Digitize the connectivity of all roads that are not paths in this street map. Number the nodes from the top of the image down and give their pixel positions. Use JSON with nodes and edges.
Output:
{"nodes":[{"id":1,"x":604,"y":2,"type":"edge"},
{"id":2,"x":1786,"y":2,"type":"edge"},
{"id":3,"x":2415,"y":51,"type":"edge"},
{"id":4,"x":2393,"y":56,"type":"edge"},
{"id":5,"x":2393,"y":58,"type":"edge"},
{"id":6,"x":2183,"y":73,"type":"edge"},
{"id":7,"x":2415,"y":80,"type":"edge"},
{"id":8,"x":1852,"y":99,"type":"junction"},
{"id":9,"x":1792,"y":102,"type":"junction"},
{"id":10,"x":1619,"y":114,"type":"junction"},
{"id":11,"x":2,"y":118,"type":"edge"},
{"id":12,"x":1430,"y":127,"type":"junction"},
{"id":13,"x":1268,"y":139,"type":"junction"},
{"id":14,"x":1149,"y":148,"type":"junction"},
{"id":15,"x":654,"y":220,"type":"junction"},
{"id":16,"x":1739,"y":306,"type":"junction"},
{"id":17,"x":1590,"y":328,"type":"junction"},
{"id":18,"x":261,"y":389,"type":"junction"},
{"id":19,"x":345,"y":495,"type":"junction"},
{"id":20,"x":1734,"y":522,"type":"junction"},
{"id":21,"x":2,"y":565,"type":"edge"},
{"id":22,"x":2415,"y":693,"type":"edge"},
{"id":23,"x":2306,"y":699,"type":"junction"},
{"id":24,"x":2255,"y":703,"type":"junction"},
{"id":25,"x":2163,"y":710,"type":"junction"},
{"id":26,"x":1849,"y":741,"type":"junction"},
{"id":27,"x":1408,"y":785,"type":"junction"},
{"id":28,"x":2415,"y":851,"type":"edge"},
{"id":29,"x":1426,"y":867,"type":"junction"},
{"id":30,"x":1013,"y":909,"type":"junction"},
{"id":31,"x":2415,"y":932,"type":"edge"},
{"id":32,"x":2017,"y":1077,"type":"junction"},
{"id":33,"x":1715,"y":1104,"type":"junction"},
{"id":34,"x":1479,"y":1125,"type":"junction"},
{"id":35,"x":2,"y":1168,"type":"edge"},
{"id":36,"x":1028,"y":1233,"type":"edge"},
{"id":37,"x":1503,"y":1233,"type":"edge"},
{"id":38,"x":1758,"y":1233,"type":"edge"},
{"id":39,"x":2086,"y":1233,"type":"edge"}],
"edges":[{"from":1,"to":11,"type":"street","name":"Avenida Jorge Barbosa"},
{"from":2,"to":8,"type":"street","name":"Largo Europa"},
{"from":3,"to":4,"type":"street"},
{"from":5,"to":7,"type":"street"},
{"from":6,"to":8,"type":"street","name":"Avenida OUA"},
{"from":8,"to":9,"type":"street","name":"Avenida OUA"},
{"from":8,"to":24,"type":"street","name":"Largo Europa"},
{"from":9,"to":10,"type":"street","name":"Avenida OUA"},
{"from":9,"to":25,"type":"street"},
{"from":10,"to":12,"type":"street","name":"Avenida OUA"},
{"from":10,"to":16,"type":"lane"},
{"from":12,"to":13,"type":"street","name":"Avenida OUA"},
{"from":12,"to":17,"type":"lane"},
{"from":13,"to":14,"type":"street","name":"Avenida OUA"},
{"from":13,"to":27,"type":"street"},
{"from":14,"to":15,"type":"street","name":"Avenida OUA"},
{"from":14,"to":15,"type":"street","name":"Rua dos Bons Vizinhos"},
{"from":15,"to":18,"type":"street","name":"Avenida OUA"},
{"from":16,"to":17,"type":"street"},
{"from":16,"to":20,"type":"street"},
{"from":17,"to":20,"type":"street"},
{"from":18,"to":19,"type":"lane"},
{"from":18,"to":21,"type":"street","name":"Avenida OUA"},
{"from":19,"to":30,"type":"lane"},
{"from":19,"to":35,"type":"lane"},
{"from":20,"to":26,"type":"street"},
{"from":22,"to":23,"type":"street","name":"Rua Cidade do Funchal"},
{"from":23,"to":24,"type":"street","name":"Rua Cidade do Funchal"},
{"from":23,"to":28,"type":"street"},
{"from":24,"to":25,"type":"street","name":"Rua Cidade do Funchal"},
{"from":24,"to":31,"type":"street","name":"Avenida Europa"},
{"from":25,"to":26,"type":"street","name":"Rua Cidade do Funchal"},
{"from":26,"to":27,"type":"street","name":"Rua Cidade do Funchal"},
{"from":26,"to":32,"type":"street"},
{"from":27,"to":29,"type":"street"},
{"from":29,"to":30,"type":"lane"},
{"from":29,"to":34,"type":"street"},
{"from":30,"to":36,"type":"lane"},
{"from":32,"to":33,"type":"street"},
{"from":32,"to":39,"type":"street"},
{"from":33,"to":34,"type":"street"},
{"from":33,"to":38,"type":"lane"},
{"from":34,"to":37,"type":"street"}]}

---------------

Problem
Look through the entries above. Extract each line with the word "edges".

Exercise output
Digitize the connectivity of all roads that are not paths in this street map. Number the nodes from the top of the image down and give their pixel positions. Use JSON with nodes and edges.
"edges":[{"from":1,"to":11,"type":"street","name":"Avenida Jorge Barbosa"},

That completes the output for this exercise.